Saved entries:

"""

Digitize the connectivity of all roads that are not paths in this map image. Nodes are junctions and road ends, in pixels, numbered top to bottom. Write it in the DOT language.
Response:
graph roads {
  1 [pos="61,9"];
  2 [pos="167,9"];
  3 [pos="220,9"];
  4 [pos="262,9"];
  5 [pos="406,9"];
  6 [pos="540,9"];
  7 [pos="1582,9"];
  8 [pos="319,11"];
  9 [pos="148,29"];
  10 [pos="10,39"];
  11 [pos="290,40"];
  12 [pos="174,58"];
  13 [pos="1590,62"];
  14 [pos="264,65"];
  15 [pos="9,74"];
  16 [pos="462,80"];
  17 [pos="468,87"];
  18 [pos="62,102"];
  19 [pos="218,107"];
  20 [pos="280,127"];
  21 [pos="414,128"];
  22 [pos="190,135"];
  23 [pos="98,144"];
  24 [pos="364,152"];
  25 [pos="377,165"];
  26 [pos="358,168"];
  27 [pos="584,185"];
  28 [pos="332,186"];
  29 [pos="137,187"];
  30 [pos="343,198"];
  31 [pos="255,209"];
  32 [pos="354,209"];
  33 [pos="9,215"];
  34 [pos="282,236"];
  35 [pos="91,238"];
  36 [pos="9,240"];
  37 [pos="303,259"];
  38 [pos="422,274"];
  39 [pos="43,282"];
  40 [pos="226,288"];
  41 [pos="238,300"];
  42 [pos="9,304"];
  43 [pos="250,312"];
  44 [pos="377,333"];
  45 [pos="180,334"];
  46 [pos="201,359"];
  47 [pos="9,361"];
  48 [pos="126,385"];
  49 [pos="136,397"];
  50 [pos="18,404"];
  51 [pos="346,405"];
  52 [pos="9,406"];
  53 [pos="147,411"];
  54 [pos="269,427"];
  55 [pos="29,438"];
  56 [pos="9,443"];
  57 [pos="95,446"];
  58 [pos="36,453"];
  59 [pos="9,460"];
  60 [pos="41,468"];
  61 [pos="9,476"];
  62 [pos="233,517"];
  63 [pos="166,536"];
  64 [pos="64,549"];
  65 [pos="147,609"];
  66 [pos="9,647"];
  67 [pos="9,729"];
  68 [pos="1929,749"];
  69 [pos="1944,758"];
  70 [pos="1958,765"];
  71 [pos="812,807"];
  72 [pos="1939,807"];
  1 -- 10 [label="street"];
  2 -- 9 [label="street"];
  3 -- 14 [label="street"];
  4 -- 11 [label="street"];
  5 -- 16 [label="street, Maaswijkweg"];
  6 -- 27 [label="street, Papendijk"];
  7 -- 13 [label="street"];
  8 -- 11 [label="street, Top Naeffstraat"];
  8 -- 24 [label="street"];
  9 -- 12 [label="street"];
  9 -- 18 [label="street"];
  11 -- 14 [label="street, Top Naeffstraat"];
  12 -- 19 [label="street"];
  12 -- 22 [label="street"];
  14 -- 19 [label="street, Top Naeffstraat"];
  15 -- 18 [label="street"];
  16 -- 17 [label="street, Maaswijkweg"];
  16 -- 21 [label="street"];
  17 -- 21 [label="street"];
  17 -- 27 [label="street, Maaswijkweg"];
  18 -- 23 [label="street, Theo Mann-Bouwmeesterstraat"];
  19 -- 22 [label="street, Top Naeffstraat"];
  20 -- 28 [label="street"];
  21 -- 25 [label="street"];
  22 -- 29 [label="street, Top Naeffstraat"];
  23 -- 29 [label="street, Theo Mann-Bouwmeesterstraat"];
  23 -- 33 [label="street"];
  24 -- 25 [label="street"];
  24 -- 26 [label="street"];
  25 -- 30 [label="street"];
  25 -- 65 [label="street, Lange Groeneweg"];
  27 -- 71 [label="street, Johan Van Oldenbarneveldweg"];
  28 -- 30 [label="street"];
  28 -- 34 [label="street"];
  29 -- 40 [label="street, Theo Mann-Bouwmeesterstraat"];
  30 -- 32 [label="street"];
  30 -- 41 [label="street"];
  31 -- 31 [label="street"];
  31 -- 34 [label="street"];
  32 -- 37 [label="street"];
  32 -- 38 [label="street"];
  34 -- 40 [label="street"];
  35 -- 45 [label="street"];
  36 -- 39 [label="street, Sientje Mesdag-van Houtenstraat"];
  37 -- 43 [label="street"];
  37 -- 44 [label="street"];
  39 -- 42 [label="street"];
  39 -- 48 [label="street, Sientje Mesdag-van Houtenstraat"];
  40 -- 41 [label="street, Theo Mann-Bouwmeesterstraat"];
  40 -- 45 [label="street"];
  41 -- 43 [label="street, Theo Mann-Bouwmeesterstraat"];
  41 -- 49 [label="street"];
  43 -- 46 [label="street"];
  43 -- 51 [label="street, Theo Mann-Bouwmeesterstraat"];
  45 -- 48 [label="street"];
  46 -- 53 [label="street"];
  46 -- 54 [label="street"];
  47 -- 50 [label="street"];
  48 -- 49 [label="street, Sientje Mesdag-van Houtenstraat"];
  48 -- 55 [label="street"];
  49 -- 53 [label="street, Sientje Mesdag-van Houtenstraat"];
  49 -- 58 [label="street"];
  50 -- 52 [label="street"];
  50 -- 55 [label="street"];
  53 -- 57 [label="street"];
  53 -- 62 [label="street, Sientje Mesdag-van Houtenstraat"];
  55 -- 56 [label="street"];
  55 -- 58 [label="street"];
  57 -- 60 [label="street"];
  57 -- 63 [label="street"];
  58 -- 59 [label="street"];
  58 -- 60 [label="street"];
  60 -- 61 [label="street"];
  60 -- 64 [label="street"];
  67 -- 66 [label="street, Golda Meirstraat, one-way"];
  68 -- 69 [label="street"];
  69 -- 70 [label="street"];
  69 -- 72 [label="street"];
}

"""

ABOUT THIS TASK: Your answer should be the lines of the records that hold the string "Houtenstraat".

TASK SOLUTION:
  36 -- 39 [label="street, Sientje Mesdag-van Houtenstraat"];
  39 -- 48 [label="street, Sientje Mesdag-van Houtenstraat"];
  48 -- 49 [label="street, Sientje Mesdag-van Houtenstraat"];
  49 -- 53 [label="street, Sientje Mesdag-van Houtenstraat"];
  53 -- 62 [label="street, Sientje Mesdag-van Houtenstraat"];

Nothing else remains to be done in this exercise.